Aim of the task | Produce a copy of every line in the records that holds the string "road".

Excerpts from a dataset
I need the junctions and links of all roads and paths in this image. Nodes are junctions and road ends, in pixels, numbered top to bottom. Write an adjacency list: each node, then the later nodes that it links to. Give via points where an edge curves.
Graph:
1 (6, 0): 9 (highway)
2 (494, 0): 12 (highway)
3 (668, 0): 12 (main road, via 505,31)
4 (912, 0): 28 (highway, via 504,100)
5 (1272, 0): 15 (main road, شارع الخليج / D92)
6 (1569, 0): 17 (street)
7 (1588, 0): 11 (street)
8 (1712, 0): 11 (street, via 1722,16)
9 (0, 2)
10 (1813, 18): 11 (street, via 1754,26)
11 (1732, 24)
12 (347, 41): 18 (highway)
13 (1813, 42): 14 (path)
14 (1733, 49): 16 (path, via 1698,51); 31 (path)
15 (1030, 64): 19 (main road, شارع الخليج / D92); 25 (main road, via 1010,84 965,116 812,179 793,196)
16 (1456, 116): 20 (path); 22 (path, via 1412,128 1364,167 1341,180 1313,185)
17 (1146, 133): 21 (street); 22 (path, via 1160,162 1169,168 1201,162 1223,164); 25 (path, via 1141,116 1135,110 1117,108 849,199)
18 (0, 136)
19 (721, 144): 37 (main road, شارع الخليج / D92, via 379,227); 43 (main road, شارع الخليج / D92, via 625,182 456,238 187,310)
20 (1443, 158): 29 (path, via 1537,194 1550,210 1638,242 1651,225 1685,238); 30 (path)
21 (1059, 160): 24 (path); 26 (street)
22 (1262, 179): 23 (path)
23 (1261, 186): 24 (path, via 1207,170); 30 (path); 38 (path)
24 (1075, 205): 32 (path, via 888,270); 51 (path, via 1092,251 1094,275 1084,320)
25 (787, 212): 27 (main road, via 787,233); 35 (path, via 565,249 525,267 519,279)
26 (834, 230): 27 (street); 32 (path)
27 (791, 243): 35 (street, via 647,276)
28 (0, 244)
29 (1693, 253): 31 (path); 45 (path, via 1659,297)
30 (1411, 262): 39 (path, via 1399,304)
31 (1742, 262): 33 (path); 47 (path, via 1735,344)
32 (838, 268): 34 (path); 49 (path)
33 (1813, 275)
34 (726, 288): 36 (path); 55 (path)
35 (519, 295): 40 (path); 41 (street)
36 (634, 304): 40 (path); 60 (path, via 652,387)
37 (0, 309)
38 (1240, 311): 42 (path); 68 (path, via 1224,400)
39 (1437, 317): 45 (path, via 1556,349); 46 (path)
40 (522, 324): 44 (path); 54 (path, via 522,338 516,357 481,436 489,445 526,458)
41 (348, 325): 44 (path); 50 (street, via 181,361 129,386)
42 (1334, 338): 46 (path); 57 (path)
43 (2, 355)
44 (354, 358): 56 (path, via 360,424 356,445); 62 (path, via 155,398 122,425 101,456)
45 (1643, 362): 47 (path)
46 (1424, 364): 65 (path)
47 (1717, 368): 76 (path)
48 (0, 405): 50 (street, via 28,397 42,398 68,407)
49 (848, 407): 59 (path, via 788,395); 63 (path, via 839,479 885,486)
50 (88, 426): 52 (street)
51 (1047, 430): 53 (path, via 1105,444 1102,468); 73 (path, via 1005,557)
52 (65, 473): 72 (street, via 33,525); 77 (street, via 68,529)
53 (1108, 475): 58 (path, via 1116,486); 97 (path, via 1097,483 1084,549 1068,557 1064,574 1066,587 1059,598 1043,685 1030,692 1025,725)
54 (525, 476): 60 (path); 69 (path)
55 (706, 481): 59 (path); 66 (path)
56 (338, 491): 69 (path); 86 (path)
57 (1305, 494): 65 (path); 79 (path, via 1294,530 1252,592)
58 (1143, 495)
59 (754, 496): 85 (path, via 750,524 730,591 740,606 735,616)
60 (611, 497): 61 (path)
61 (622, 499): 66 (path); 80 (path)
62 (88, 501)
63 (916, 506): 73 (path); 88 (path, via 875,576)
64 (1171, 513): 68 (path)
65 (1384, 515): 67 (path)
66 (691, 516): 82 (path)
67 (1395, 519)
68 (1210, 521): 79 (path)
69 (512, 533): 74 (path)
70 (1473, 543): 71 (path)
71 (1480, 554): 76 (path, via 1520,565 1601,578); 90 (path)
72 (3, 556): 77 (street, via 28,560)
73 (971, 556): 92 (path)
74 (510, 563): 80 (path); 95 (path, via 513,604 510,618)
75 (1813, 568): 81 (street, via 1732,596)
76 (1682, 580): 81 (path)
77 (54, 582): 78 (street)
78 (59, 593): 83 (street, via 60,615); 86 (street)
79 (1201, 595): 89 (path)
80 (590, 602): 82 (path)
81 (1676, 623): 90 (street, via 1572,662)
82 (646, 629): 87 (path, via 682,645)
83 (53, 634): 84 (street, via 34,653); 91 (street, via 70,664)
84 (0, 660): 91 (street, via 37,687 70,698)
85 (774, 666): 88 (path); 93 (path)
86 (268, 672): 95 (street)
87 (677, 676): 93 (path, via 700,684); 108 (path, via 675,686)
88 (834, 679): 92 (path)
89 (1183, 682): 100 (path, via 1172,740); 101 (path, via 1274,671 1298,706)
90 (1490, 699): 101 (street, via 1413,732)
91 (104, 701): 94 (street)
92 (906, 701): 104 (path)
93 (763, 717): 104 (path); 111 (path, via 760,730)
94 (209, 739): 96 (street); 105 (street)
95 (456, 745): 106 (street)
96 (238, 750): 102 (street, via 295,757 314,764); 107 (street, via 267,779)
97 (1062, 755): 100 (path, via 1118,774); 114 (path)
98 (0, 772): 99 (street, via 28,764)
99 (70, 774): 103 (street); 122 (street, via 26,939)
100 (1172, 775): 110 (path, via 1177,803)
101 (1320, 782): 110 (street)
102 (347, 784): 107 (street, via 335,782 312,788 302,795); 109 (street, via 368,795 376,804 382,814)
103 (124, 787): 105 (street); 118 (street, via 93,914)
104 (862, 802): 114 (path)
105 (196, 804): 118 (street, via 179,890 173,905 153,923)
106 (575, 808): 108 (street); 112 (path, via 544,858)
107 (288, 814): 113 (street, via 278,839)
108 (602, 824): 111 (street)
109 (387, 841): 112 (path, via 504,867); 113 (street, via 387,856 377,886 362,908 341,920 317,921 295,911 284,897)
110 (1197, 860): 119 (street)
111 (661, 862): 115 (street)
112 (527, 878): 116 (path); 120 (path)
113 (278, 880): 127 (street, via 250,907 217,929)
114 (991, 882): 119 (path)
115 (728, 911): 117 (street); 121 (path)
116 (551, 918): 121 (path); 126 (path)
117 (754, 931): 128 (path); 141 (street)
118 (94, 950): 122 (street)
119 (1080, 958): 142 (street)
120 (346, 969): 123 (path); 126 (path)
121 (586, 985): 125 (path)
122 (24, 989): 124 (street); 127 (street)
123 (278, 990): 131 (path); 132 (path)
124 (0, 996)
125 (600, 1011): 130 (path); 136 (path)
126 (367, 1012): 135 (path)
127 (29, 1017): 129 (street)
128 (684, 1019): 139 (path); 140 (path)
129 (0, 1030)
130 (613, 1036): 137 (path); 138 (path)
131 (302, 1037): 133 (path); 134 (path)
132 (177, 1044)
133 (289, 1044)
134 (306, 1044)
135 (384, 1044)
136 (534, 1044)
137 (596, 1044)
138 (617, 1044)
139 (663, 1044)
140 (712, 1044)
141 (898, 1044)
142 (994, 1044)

Completed exercise |
I need the junctions and links of all roads and paths in this image. Nodes are junctions and road ends, in pixels, numbered top to bottom. Write an adjacency list: each node, then the later nodes that it links to. Give via points where an edge curves.
3 (668, 0): 12 (main road, via 505,31)
5 (1272, 0): 15 (main road, شارع الخليج / D92)
15 (1030, 64): 19 (main road, شارع الخليج / D92); 25 (main road, via 1010,84 965,116 812,179 793,196)
19 (721, 144): 37 (main road, شارع الخليج / D92, via 379,227); 43 (main road, شارع الخليج / D92, via 625,182 456,238 187,310)
25 (787, 212): 27 (main road, via 787,233); 35 (path, via 565,249 525,267 519,279)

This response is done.